(Entries taken from a collection)
────────────────
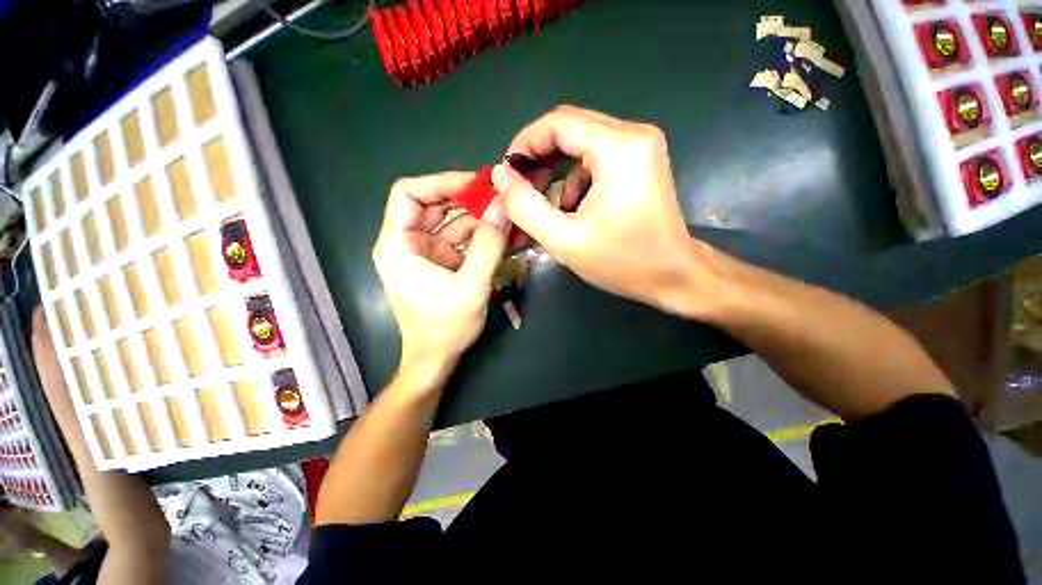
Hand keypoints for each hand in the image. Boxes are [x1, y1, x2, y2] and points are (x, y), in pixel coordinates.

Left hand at [373, 172, 508, 385]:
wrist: (437, 359)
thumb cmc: (445, 327)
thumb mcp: (471, 286)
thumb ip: (488, 246)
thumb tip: (503, 207)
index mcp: (398, 245)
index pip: (409, 193)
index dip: (441, 183)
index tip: (477, 183)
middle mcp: (408, 243)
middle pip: (434, 205)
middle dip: (468, 200)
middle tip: (501, 198)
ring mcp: (427, 252)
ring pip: (452, 222)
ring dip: (480, 219)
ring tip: (510, 215)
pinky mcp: (442, 262)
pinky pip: (461, 241)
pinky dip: (481, 237)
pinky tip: (504, 234)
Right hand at [492, 105, 721, 316]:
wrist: (674, 275)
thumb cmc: (622, 262)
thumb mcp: (564, 240)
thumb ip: (525, 207)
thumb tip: (501, 177)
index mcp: (618, 148)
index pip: (558, 122)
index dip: (524, 144)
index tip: (506, 174)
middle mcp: (633, 135)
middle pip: (569, 128)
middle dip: (537, 157)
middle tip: (518, 190)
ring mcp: (640, 146)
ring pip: (581, 142)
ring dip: (554, 167)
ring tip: (540, 201)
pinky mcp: (641, 161)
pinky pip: (596, 156)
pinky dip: (574, 176)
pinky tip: (569, 205)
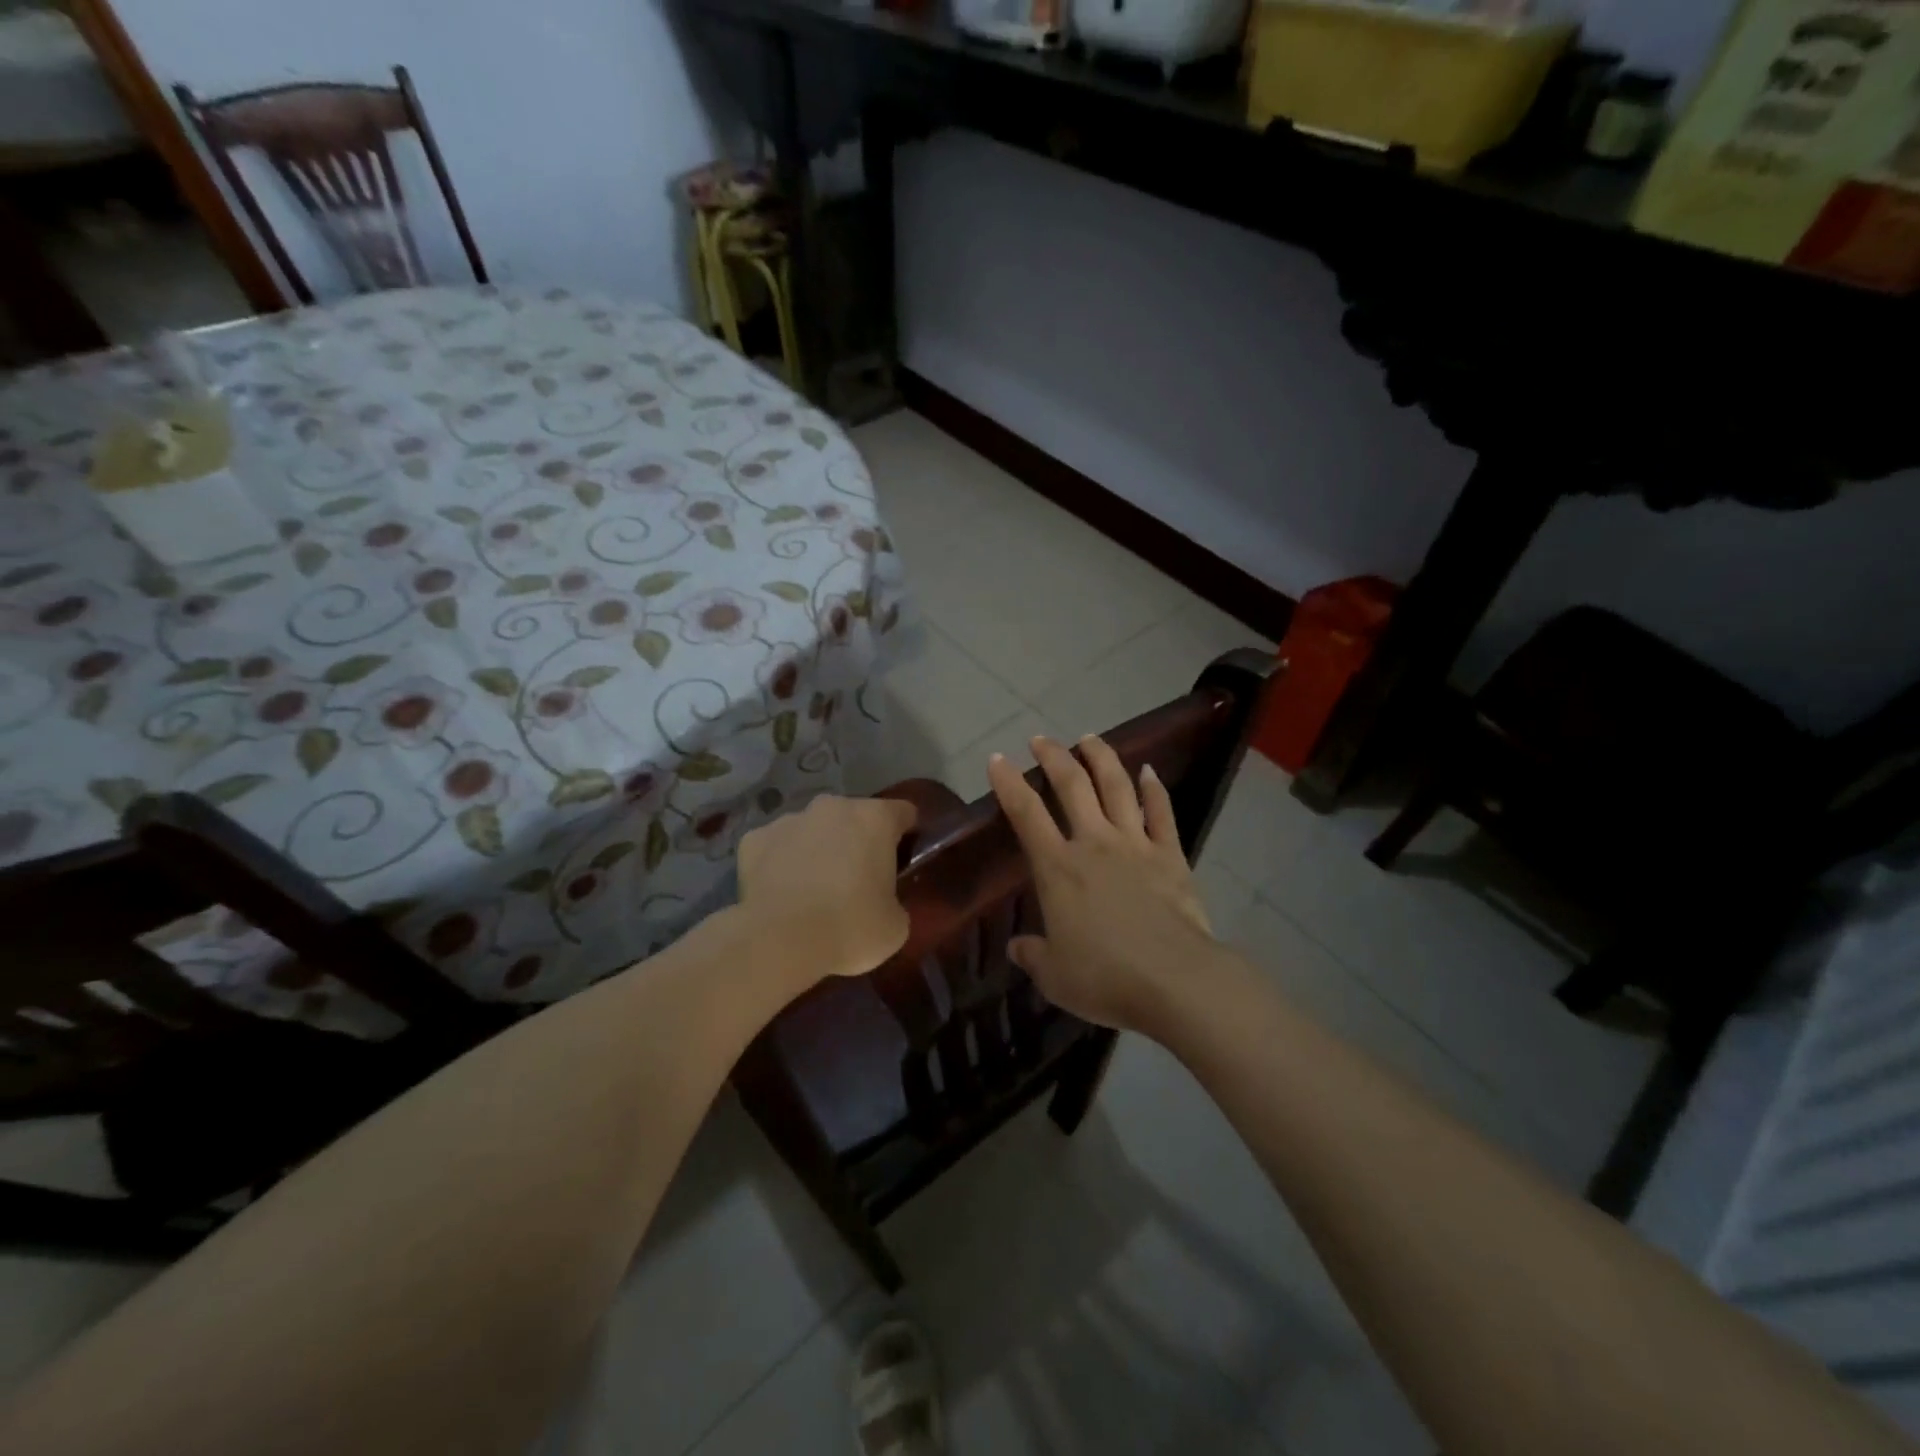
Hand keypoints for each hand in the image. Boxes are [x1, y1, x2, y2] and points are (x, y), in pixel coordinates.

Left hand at [736, 794, 917, 983]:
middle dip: (857, 841)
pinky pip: (775, 846)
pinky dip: (780, 862)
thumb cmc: (850, 927)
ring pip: (812, 829)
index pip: (904, 813)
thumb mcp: (895, 925)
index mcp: (875, 818)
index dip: (907, 834)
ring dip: (818, 849)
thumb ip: (895, 901)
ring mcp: (789, 819)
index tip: (902, 859)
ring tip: (813, 890)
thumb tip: (884, 902)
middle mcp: (833, 807)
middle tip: (857, 880)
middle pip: (854, 817)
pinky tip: (780, 893)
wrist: (779, 941)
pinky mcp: (753, 839)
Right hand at [988, 735, 1218, 1032]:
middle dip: (1054, 757)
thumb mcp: (1055, 976)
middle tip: (1041, 739)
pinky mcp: (1170, 855)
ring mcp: (1135, 844)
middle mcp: (1094, 843)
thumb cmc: (1106, 978)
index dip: (1008, 783)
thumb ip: (1033, 956)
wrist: (1176, 980)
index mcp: (1058, 868)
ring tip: (1089, 739)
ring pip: (1116, 787)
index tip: (997, 759)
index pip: (1026, 814)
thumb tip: (1016, 948)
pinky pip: (1161, 812)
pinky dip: (1154, 789)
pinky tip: (1149, 771)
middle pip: (1072, 785)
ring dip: (1101, 758)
────────────────
## What you should do
Retype every entry exactly, but keep the pictures out of your copy.

## Written reply
Hand keypoints for each hand in the image. Boxes are [x1, y1, x2, y2] and points are (x, y), in pixel coordinates.

Left hand at [373, 172, 508, 385]:
wrist: (437, 359)
thumb cmc: (445, 327)
thumb mcp: (471, 286)
thumb ip: (488, 246)
thumb tip: (503, 207)
index mcp: (398, 245)
index pip: (409, 193)
index dip: (441, 183)
index tip: (477, 183)
middle mcp: (408, 243)
middle pip: (434, 205)
middle dip: (468, 200)
middle tip: (501, 198)
ring mcp: (427, 252)
ring pip: (452, 222)
ring dip: (480, 219)
ring tip: (510, 215)
pinky mcp: (442, 262)
pinky pip: (461, 241)
pinky dip: (481, 237)
pinky tip: (504, 234)
Right hand at [492, 105, 721, 316]:
wrist: (674, 275)
thumb cmc: (622, 262)
thumb mcp: (564, 240)
thumb ip: (525, 207)
thumb tip: (501, 177)
index mcp: (618, 148)
index pip: (558, 122)
index dip: (524, 144)
index tip: (506, 174)
middle mcp: (633, 135)
middle pip: (569, 128)
middle dip: (537, 157)
middle tip: (518, 190)
ring mcp: (640, 146)
ring pip: (581, 142)
ring dip: (554, 167)
ring tip: (540, 201)
pinky mcp: (641, 161)
pinky pip: (596, 156)
pinky dip: (574, 176)
pinky tip: (569, 205)
Hand keypoints for each hand in the image. Boxes are [x1, y1, x2, y2] and points are (x, y), in pixel coordinates.

Left hand at [736, 794, 917, 983]:
middle dip: (857, 841)
pinky pip: (775, 846)
pinky dip: (780, 862)
thumb cmc: (850, 927)
ring pip: (812, 829)
index pip: (904, 813)
thumb mcp: (895, 925)
index mcp: (875, 818)
index dip: (907, 834)
ring dip: (818, 849)
thumb ip: (895, 901)
ring mcp: (789, 819)
index tip: (902, 859)
ring tip: (813, 890)
thumb tip: (884, 902)
middle mcp: (833, 807)
middle tip: (857, 880)
middle pip: (854, 817)
pinky tip: (780, 893)
wrist: (779, 941)
pinky mcp: (753, 839)
Right hand at [988, 735, 1218, 1032]:
middle dip: (1054, 757)
thumb mcp: (1055, 976)
middle tip: (1041, 739)
pinky mcp: (1170, 855)
ring mcp: (1135, 844)
middle mcp: (1094, 843)
thumb cmc: (1106, 978)
index dip: (1008, 783)
thumb ip: (1033, 956)
wrist: (1176, 980)
index mcp: (1058, 868)
ring tip: (1089, 739)
ring pip: (1116, 787)
index tip: (997, 759)
index pip: (1026, 814)
thumb tip: (1016, 948)
pinky pip: (1161, 812)
pinky dip: (1154, 789)
pinky tip: (1149, 771)
middle pip: (1072, 785)
ring dip: (1101, 758)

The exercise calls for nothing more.